La fórmula según la cual el rey reina, pero no gobierna, sólo sirve para hacer la monarquía despreciable y la república aceptable; gracias a la misma se puede afirmar que la evolución histórica conduce indeclinablemente a esta última forma de gobierno, y aún diríamos más, pues considerándolo a través de una falsa concepción monárquica, ¿por qué detenernos en el camino y no argüir, ya situados en la pendiente, que no sólo conduce a la república, sino también, y con mayor seguridad, a la anarquía?”
En este complejo, perfectamente estructurado, del pensamiento tradicional estriba el éxito de la monarquía. Nosotros no sabemos imaginar las imprecaciones que Charles Maurras habría escrito y las náuseas que le habrían producido el compromiso que, a los dos años de la instauración de la monarquía en España (1977), un comunista como Simón Sánchez Montero, ateo y al servicio de la URSS, con Tierno Galván, marxista y agnóstico, y con Enrique Múgica, del PSOE, dedicaran elogios a la misma. Y es que el constitucionalismo partitocrático es la negación de la monarquía. Y el sufragio universal, su suicidio a plazo determinado. Ni Maurras ni La Tour du Pin, maestros insuperables de monarquismo verdadero, hubieran tolerado esta degradación, del estilo del “affaire Dreyfuss”.
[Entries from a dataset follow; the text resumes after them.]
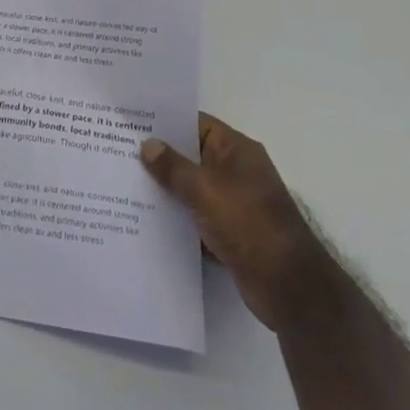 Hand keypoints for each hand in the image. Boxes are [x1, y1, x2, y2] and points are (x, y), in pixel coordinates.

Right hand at [141, 113, 313, 334]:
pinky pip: (196, 216)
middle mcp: (236, 171)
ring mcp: (233, 203)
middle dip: (160, 156)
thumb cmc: (249, 225)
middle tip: (119, 151)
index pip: (196, 123)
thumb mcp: (206, 190)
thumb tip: (148, 144)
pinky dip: (177, 218)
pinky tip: (145, 219)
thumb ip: (174, 167)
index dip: (165, 121)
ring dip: (166, 189)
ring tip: (124, 183)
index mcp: (236, 150)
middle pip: (191, 155)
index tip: (132, 121)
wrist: (289, 288)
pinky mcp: (230, 232)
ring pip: (191, 188)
Franco, instaurador de la nueva monarquía
No se ha dado en el siglo XX un caso más espectacular de reconquista nacional y de liberación de la esclavitud soviética que el de España con el Alzamiento del 18 de julio de 1936. Francisco Franco fue el aglutinador providencial de aquel esfuerzo gigantesco, incomparable con ningún momento de las naciones de nuestro tiempo. Y aparte de la reconstrucción nacional, de la restauración de la economía y del progreso impresionante en todos los órdenes de España, Franco, conectado con el pensamiento del tradicionalismo español y de la civilización cristiana, interpretada en lo político por Maurras y La Tour du Pin, entre otros, culminaba su obra con la instauración de la monarquía.
Franco, por sus antecedentes y sentimientos, era adicto a Alfonso XIII, el monarca liberal de tan nefasta historia. Pero Franco, patriota ciento por ciento, cuando llegó la hora en que debía institucionalizar el Régimen sabía que no tenía otro camino que el de la monarquía antiliberal, sin partidos políticos, enmarcada en las Leyes Fundamentales y Principios del Movimiento Nacional. A don Juan de Borbón y Battenberg, con el que Franco tuvo tantas y excesivas benevolencias, el 27 de mayo de 1943, le escribía:
“Los pueblos no saben ni pueden vivir sin una política: han tener un concepto sobre las leyes, sobre la moralidad, la justicia, la educación, la acción social y la cultura; y todo esto no es más que política. Noble política. Cuando lleva la nación siglo y medio de envenenamiento, extinguiéndose España bajo la pluralidad de los partidos y desmoralizándose con la siembra de ideales disolventes que la colocaron en el nivel más bajo a que los pueblos pueden llegar, no es posible abandonarla a su propio ser sin incurrir en gravísimas responsabilidades: hay que escucharla y educarla bajo unos principios morales, patrióticos y sociales que, haciendo fecunda la sangre derramada, garanticen su futuro”.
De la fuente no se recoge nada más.